## WHAT IS NEEDED
Where an entry contains a picture, omit the picture and repeat the rest exactly.

(Records from a collection)
**********

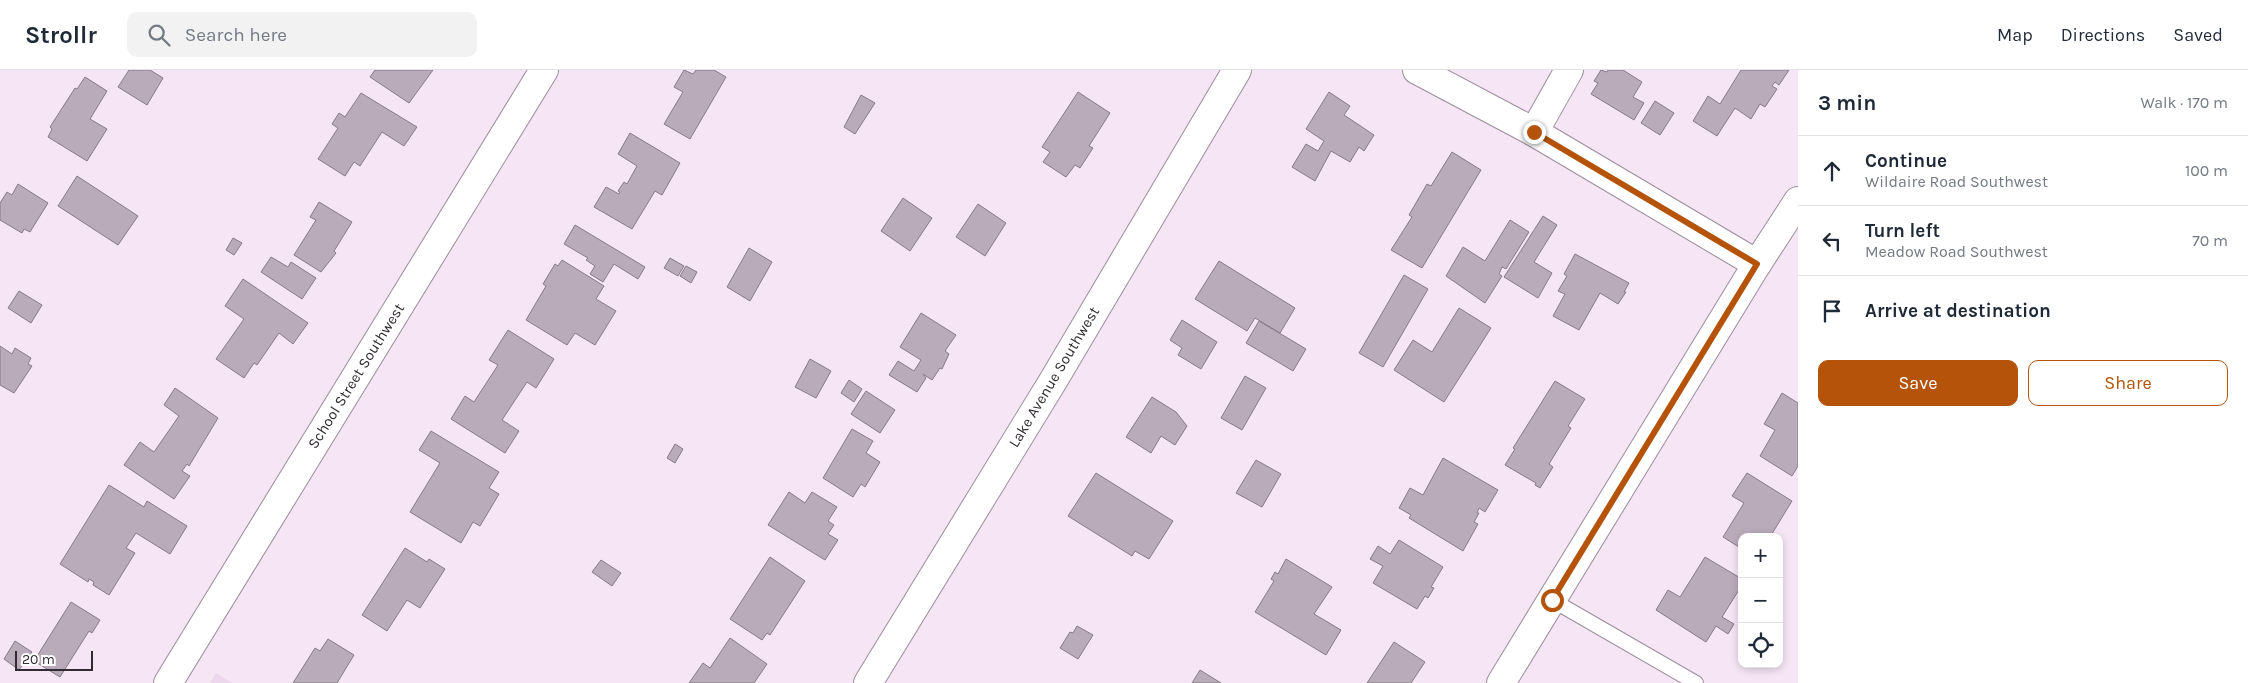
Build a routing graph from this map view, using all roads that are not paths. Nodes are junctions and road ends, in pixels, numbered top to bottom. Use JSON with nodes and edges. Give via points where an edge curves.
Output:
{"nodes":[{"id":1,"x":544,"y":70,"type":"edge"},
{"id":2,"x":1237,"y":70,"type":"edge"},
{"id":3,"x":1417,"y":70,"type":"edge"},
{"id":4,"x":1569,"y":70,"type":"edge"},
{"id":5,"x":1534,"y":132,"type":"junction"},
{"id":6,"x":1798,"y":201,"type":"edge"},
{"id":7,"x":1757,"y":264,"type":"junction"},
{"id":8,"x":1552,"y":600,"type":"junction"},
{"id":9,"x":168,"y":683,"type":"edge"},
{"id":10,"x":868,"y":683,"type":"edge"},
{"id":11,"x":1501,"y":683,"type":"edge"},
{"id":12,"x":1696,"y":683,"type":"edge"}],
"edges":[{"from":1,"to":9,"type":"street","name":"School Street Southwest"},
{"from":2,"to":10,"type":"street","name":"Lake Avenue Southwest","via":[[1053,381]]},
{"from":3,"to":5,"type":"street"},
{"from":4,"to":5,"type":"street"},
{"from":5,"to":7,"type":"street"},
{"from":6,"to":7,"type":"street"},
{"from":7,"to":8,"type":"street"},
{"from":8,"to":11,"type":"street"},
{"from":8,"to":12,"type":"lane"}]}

**********

## RESULT OF THE TASK
Build a routing graph from this map view, using all roads that are not paths. Nodes are junctions and road ends, in pixels, numbered top to bottom. Use JSON with nodes and edges. Give via points where an edge curves.
Output:
{"nodes":[{"id":1,"x":544,"y":70,"type":"edge"},
{"id":2,"x":1237,"y":70,"type":"edge"},
{"id":3,"x":1417,"y":70,"type":"edge"},
{"id":4,"x":1569,"y":70,"type":"edge"},
{"id":5,"x":1534,"y":132,"type":"junction"},
{"id":6,"x":1798,"y":201,"type":"edge"},
{"id":7,"x":1757,"y":264,"type":"junction"},
{"id":8,"x":1552,"y":600,"type":"junction"},
{"id":9,"x":168,"y":683,"type":"edge"},
{"id":10,"x":868,"y":683,"type":"edge"},
{"id":11,"x":1501,"y":683,"type":"edge"},
{"id":12,"x":1696,"y":683,"type":"edge"}],
"edges":[{"from":1,"to":9,"type":"street","name":"School Street Southwest"},
{"from":2,"to":10,"type":"street","name":"Lake Avenue Southwest","via":[[1053,381]]},
{"from":3,"to":5,"type":"street"},
{"from":4,"to":5,"type":"street"},
{"from":5,"to":7,"type":"street"},
{"from":6,"to":7,"type":"street"},
{"from":7,"to":8,"type":"street"},
{"from":8,"to":11,"type":"street"},
{"from":8,"to":12,"type":"lane"}]}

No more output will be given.